Segment Start: DATA RECORDS

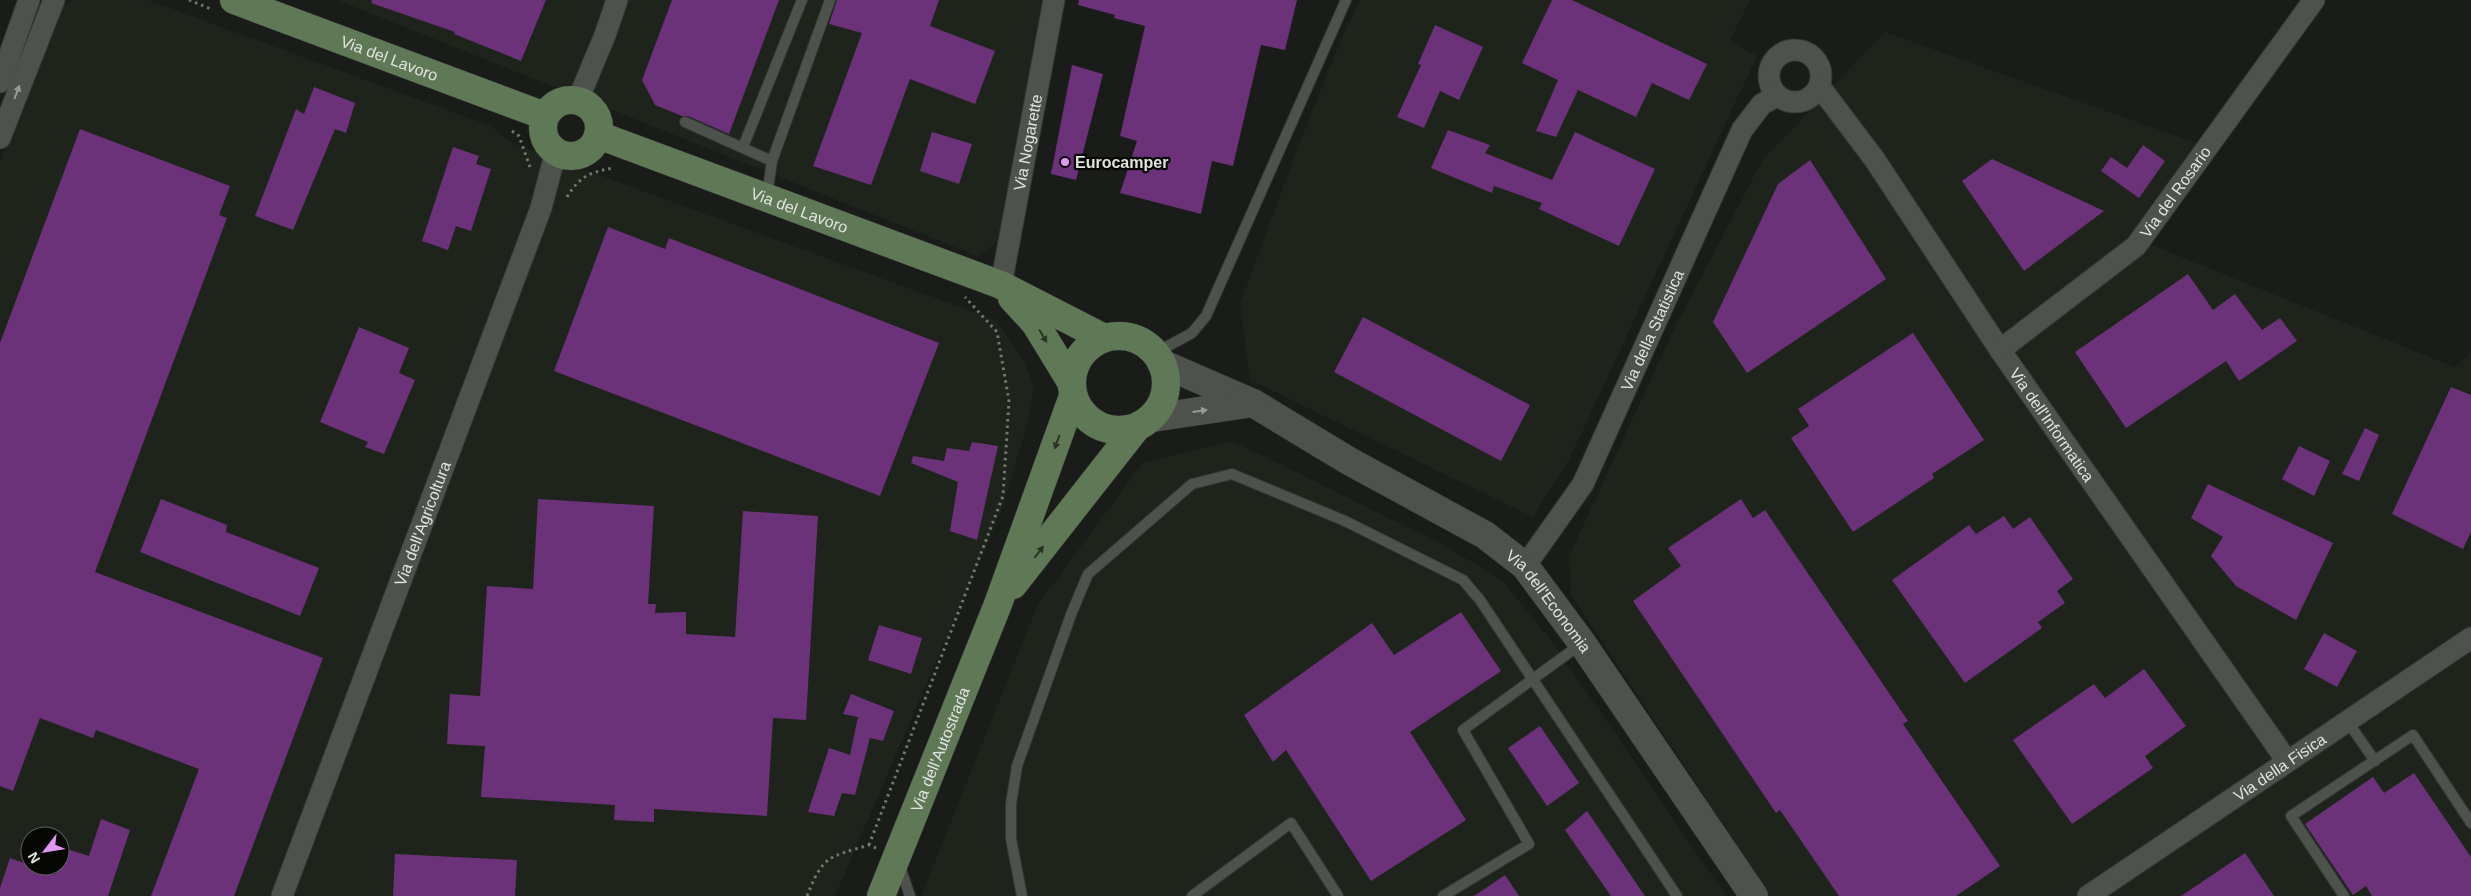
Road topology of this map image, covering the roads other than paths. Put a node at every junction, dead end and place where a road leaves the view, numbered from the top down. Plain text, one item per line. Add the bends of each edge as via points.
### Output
1 (30, 0) edge
2 (54, 0) edge
3 (234, 0) edge
4 (617, 0) edge
5 (802, 0) edge
6 (830, 0) edge
7 (1054, 0) edge
8 (1346, 0) edge
9 (2314, 0) edge
10 (0, 82) edge
11 (1820, 87) junction
12 (1778, 96) junction
13 (578, 100) junction
14 (546, 116) junction
15 (685, 122) dead end
16 (598, 134) junction
17 (0, 138) edge
18 (743, 147) junction
19 (556, 151) junction
20 (772, 161) junction
21 (767, 197) junction
22 (1001, 285) junction
23 (1104, 338) junction
24 (2000, 350) junction
25 (1158, 358) junction
26 (1072, 389) junction
27 (1253, 403) junction
28 (1144, 422) junction
29 (1525, 566) junction
30 (998, 604) junction
31 (2471, 638) edge
32 (1582, 643) junction
33 (1533, 679) junction
34 (2347, 721) junction
35 (2287, 761) junction
36 (2375, 761) junction
37 (2471, 823) edge
38 (897, 858) junction
39 (282, 896) edge
40 (881, 896) edge
41 (910, 896) edge
42 (1022, 896) edge
43 (1192, 896) edge
44 (1338, 896) edge
45 (1443, 896) edge
46 (1677, 896) edge
47 (1754, 896) edge
48 (2088, 896) edge
49 (2344, 896) edge

1 - 10 street
17 -> 2 street
3 - 14 main road, Via del Lavoro
4 - 13 street
5 - 18 lane
6 - 20 lane
7 - 22 street, Via Nogarette
8 - 25 lane via 1206,316 1192,332
9 - 24 street, Via del Rosario via 2136,246
11 - 12 street via 1809,99 1801,102
11 - 12 street via 1821,70 1813,56 1790,50 1782,53 1771,65 1769,82
11 - 24 street, Via dell'Informatica via 1875,160
12 - 29 street, Via della Statistica via 1762,104 1742,130 1583,484
13 - 14 main road via 555,104
13 - 16 main road via 597,117
14 - 19 main road via 543,123 545,139
15 - 18 lane
16 - 19 main road via 595,142 581,154 564,155
16 - 21 main road, Via del Lavoro
18 - 20 lane
19 - 39 street, Via dell'Agricoltura via 541,208
20 - 21 lane
21 - 22 main road, Via del Lavoro
22 - 23 main road, Via del Lavoro
22 -> 26 main road, Via del Lavoro via 1035,323
23 - 25 main road via 1132,338 1145,344
23 - 26 main road, Via dell'Autostrada via 1080,355 1074,368
24 - 35 street, Via dell'Informatica
25 - 27 main road, Via dell'Economia
25 - 28 main road, Via dell'Autostrada via 1166,377 1166,392 1160,406
26 - 28 main road via 1080,410 1091,422 1105,429 1121,431
26 -> 30 main road, Via dell'Autostrada
28 -> 27 main road
27 - 29 main road, Via dell'Economia via 1349,461 1485,535
30 -> 28 main road, Via dell'Autostrada
29 - 32 main road, Via dell'Economia
30 - 38 main road, Via dell'Autostrada
31 - 34 street, Via della Fisica
32 - 33 lane
32 - 47 main road, Via dell'Economia
33 - 42 lane via 1463,580 1345,521 1232,474 1192,484 1088,574 1072,612 1017,766 1011,804 1011,839
33 - 45 lane via 1463,730 1529,844
33 - 46 lane
34 - 35 street, Via della Fisica
34 - 36 lane
35 - 48 street, Via della Fisica
36 - 37 lane via 2413,736
36 - 49 lane via 2291,816
38 - 40 main road, Via dell'Autostrada
38 - 41 lane
43 - 44 lane via 1291,823

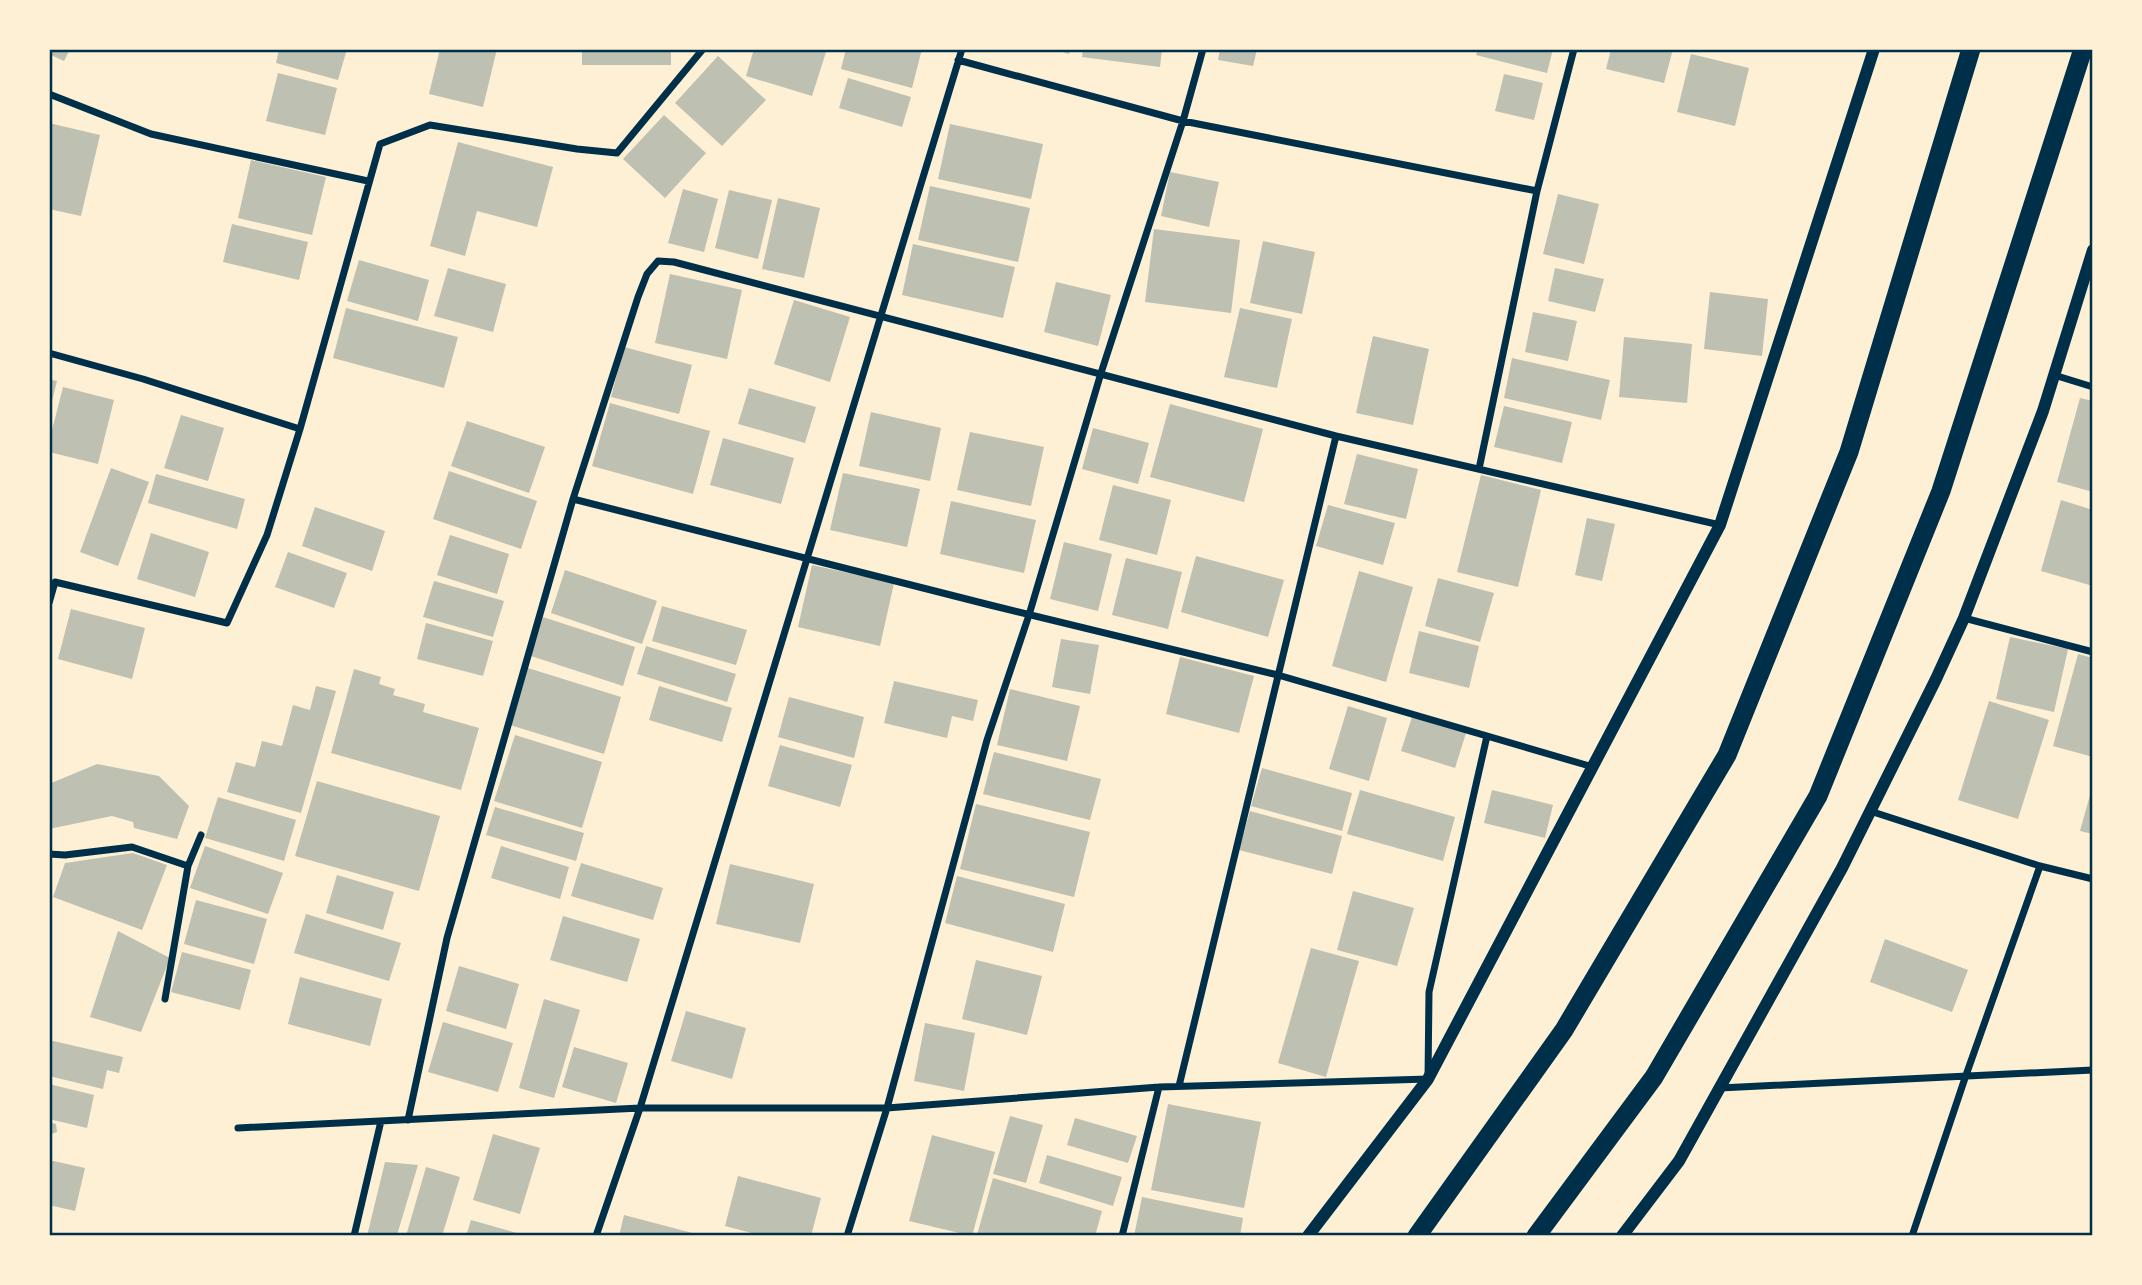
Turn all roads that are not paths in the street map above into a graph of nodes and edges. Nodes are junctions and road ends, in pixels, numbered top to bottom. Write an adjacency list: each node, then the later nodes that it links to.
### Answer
1 (703, 49): 11 (street)
2 (962, 49): 8 (street)
3 (1203, 49): 10 (street)
4 (1574, 49): 12 (street)
5 (1874, 49): 23 (street)
6 (1971, 49): 57 (highway)
7 (2083, 49): 58 (highway)
8 (958, 60): 10 (street); 14 (street)
9 (49, 94): 11 (street)
10 (1184, 121): 12 (street); 16 (street)
11 (368, 181): 19 (street)
12 (1537, 191): 21 (street)
13 (2093, 250): 17 (street)
14 (879, 316): 16 (street); 22 (street); 24 (street)
15 (49, 353): 19 (street)
16 (1101, 373): 20 (street); 27 (street)
17 (2054, 375): 18 (street); 28 (street)
18 (2093, 387)
19 (300, 429): 25 (street)
20 (1336, 436): 21 (street); 30 (street)
21 (1479, 469): 23 (street)
22 (573, 499): 24 (street); 48 (street)
23 (1720, 526): 32 (street)
24 (808, 558): 27 (street); 46 (street)
25 (52, 581): 26 (street)
26 (49, 603)
27 (1029, 615): 30 (street); 47 (street)
28 (1964, 618): 29 (street); 33 (street)
29 (2093, 652)
30 (1278, 675): 31 (street); 43 (street)
31 (1487, 736): 32 (street); 42 (street)
32 (1593, 767): 42 (street)
33 (1870, 811): 37 (street); 45 (street)
34 (201, 835): 36 (street)
35 (49, 854): 36 (street)
36 (188, 866): 39 (street)
37 (2040, 866): 38 (street); 41 (street)
38 (2093, 879)
39 (165, 999)
40 (2093, 1070): 41 (street)
41 (1965, 1078): 45 (street); 51 (street)
42 (1428, 1079): 43 (street); 56 (street)
43 (1179, 1086): 44 (street)
44 (1159, 1087): 47 (street); 55 (street)
45 (1719, 1088): 59 (street)
46 (640, 1108): 47 (street); 48 (street); 53 (street)
47 (887, 1108): 54 (street)
48 (408, 1120): 49 (street)
49 (381, 1121): 50 (street); 52 (street)
50 (238, 1128)
51 (1913, 1234): 60 (street)
52 (354, 1236)
53 (596, 1236)
54 (847, 1236)
55 (1122, 1236)
56 (1308, 1236)
57 (1417, 1236)
58 (1536, 1236)
59 (1622, 1236)
60 (1924, 1236)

Segment End: DATA RECORDS

_AIM OF THE TASK:_ Set down the material exactly, every line of it, except for the pictures.

_EXERCISE ANSWER:_
Road topology of this map image, covering the roads other than paths. Put a node at every junction, dead end and place where a road leaves the view, numbered from the top down. Plain text, one item per line. Add the bends of each edge as via points.
### Output
1 (30, 0) edge
2 (54, 0) edge
3 (234, 0) edge
4 (617, 0) edge
5 (802, 0) edge
6 (830, 0) edge
7 (1054, 0) edge
8 (1346, 0) edge
9 (2314, 0) edge
10 (0, 82) edge
11 (1820, 87) junction
12 (1778, 96) junction
13 (578, 100) junction
14 (546, 116) junction
15 (685, 122) dead end
16 (598, 134) junction
17 (0, 138) edge
18 (743, 147) junction
19 (556, 151) junction
20 (772, 161) junction
21 (767, 197) junction
22 (1001, 285) junction
23 (1104, 338) junction
24 (2000, 350) junction
25 (1158, 358) junction
26 (1072, 389) junction
27 (1253, 403) junction
28 (1144, 422) junction
29 (1525, 566) junction
30 (998, 604) junction
31 (2471, 638) edge
32 (1582, 643) junction
33 (1533, 679) junction
34 (2347, 721) junction
35 (2287, 761) junction
36 (2375, 761) junction
37 (2471, 823) edge
38 (897, 858) junction
39 (282, 896) edge
40 (881, 896) edge
41 (910, 896) edge
42 (1022, 896) edge
43 (1192, 896) edge
44 (1338, 896) edge
45 (1443, 896) edge
46 (1677, 896) edge
47 (1754, 896) edge
48 (2088, 896) edge
49 (2344, 896) edge

1 - 10 street
17 -> 2 street
3 - 14 main road, Via del Lavoro
4 - 13 street
5 - 18 lane
6 - 20 lane
7 - 22 street, Via Nogarette
8 - 25 lane via 1206,316 1192,332
9 - 24 street, Via del Rosario via 2136,246
11 - 12 street via 1809,99 1801,102
11 - 12 street via 1821,70 1813,56 1790,50 1782,53 1771,65 1769,82
11 - 24 street, Via dell'Informatica via 1875,160
12 - 29 street, Via della Statistica via 1762,104 1742,130 1583,484
13 - 14 main road via 555,104
13 - 16 main road via 597,117
14 - 19 main road via 543,123 545,139
15 - 18 lane
16 - 19 main road via 595,142 581,154 564,155
16 - 21 main road, Via del Lavoro
18 - 20 lane
19 - 39 street, Via dell'Agricoltura via 541,208
20 - 21 lane
21 - 22 main road, Via del Lavoro
22 - 23 main road, Via del Lavoro
22 -> 26 main road, Via del Lavoro via 1035,323
23 - 25 main road via 1132,338 1145,344
23 - 26 main road, Via dell'Autostrada via 1080,355 1074,368
24 - 35 street, Via dell'Informatica
25 - 27 main road, Via dell'Economia
25 - 28 main road, Via dell'Autostrada via 1166,377 1166,392 1160,406
26 - 28 main road via 1080,410 1091,422 1105,429 1121,431
26 -> 30 main road, Via dell'Autostrada
28 -> 27 main road
27 - 29 main road, Via dell'Economia via 1349,461 1485,535
30 -> 28 main road, Via dell'Autostrada
29 - 32 main road, Via dell'Economia
30 - 38 main road, Via dell'Autostrada
31 - 34 street, Via della Fisica
32 - 33 lane
32 - 47 main road, Via dell'Economia
33 - 42 lane via 1463,580 1345,521 1232,474 1192,484 1088,574 1072,612 1017,766 1011,804 1011,839
33 - 45 lane via 1463,730 1529,844
33 - 46 lane
34 - 35 street, Via della Fisica
34 - 36 lane
35 - 48 street, Via della Fisica
36 - 37 lane via 2413,736
36 - 49 lane via 2291,816
38 - 40 main road, Via dell'Autostrada
38 - 41 lane
43 - 44 lane via 1291,823

Turn all roads that are not paths in the street map above into a graph of nodes and edges. Nodes are junctions and road ends, in pixels, numbered top to bottom. Write an adjacency list: each node, then the later nodes that it links to.
### Answer
1 (703, 49): 11 (street)
2 (962, 49): 8 (street)
3 (1203, 49): 10 (street)
4 (1574, 49): 12 (street)
5 (1874, 49): 23 (street)
6 (1971, 49): 57 (highway)
7 (2083, 49): 58 (highway)
8 (958, 60): 10 (street); 14 (street)
9 (49, 94): 11 (street)
10 (1184, 121): 12 (street); 16 (street)
11 (368, 181): 19 (street)
12 (1537, 191): 21 (street)
13 (2093, 250): 17 (street)
14 (879, 316): 16 (street); 22 (street); 24 (street)
15 (49, 353): 19 (street)
16 (1101, 373): 20 (street); 27 (street)
17 (2054, 375): 18 (street); 28 (street)
18 (2093, 387)
19 (300, 429): 25 (street)
20 (1336, 436): 21 (street); 30 (street)
21 (1479, 469): 23 (street)
22 (573, 499): 24 (street); 48 (street)
23 (1720, 526): 32 (street)
24 (808, 558): 27 (street); 46 (street)
25 (52, 581): 26 (street)
26 (49, 603)
27 (1029, 615): 30 (street); 47 (street)
28 (1964, 618): 29 (street); 33 (street)
29 (2093, 652)
30 (1278, 675): 31 (street); 43 (street)
31 (1487, 736): 32 (street); 42 (street)
32 (1593, 767): 42 (street)
33 (1870, 811): 37 (street); 45 (street)
34 (201, 835): 36 (street)
35 (49, 854): 36 (street)
36 (188, 866): 39 (street)
37 (2040, 866): 38 (street); 41 (street)
38 (2093, 879)
39 (165, 999)
40 (2093, 1070): 41 (street)
41 (1965, 1078): 45 (street); 51 (street)
42 (1428, 1079): 43 (street); 56 (street)
43 (1179, 1086): 44 (street)
44 (1159, 1087): 47 (street); 55 (street)
45 (1719, 1088): 59 (street)
46 (640, 1108): 47 (street); 48 (street); 53 (street)
47 (887, 1108): 54 (street)
48 (408, 1120): 49 (street)
49 (381, 1121): 50 (street); 52 (street)
50 (238, 1128)
51 (1913, 1234): 60 (street)
52 (354, 1236)
53 (596, 1236)
54 (847, 1236)
55 (1122, 1236)
56 (1308, 1236)
57 (1417, 1236)
58 (1536, 1236)
59 (1622, 1236)
60 (1924, 1236)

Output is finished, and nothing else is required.